Four basic systems encompass the whole-house industry. These are energy recovery, balanced, supply, and exhaust.
The 4 Types of Whole-House Ventilation System
An exhaust ventilation system is designed to depressurize the home. Air is exhausted from the house, while more air infiltrates through leaks found in the building shell along with vents.
Exhaust ventilation systems work best for people in cold climates. When a climate has a warm and humid summer, depressurizing the air can cause the moistness to be drawn into wall cavities. From there, it can cause water damage, rot, and mold.

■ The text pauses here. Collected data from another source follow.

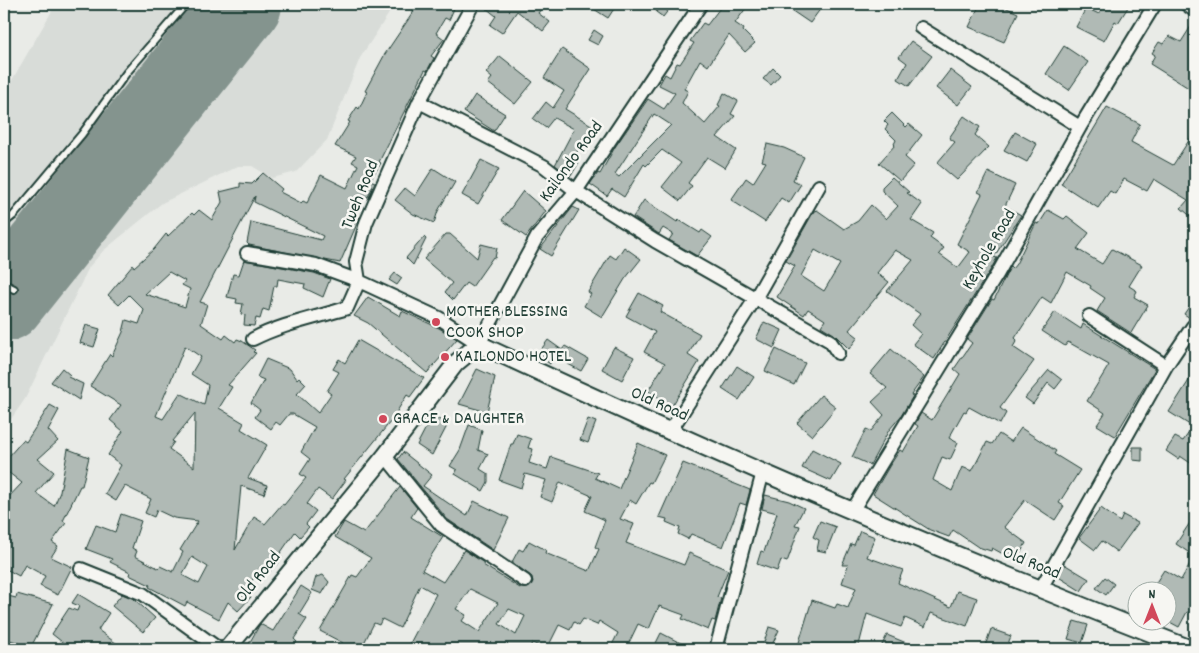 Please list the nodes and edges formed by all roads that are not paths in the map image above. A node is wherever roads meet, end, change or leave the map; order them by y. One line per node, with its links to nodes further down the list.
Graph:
1 (186, 4): 12 (lane)
2 (472, 4): 8 (street, Tweh Road)
3 (701, 4): 11 (street, Kailondo Road)
4 (1155, 4): 9 (street, Keyhole Road)
5 (1186, 4): 6 (street)
6 (1195, 11)
7 (921, 28): 9 (street)
8 (419, 102): 11 (street); 14 (street, Tweh Road)
9 (1080, 128): 27 (street, Keyhole Road)
10 (819, 186): 17 (street)
11 (576, 191): 17 (street); 21 (street, Kailondo Road)
12 (4, 223)
13 (247, 253): 14 (street)
14 (359, 281): 20 (street); 21 (street)
15 (4, 284): 16 (lane)
16 (14, 289)
17 (755, 300): 22 (street); 24 (street)
18 (1089, 316): 23 (street)
19 (1194, 326): 23 (street)
20 (253, 339)
21 (479, 344): 24 (street, Old Road); 25 (street, Old Road)
22 (838, 354)
23 (1166, 366): 30 (street)
24 (669, 433): 26 (street, Old Road)
25 (385, 456): 29 (street); 33 (street, Old Road)
26 (763, 472): 27 (street, Old Road); 31 (street)
27 (852, 511): 30 (street, Old Road)
28 (80, 569): 32 (street)
29 (525, 581)
30 (1040, 590): 34 (street, Old Road)
31 (721, 648)
32 (219, 649)
33 (227, 649)
34 (1191, 649)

As ventilation systems go, an exhaust system is relatively simple. It’s also not particularly expensive to install. The system includes a single fan that has been connected to a single point of exhaust within the house. Another helpful design involves attaching the fan to ducts from multiple rooms, so the air circulates faster.
There is one pressing concern with exhaust systems. They might attract pollutants when they bring in fresh air. Potential pollutants include:
- Mold and radon found in a crawlspace
- Dust from the attic
- Fumes from the garage
- Gases from a fireplace
These types of pollutants cause particular concern when bath fans and clothes dryers are run simultaneously with an exhaust system.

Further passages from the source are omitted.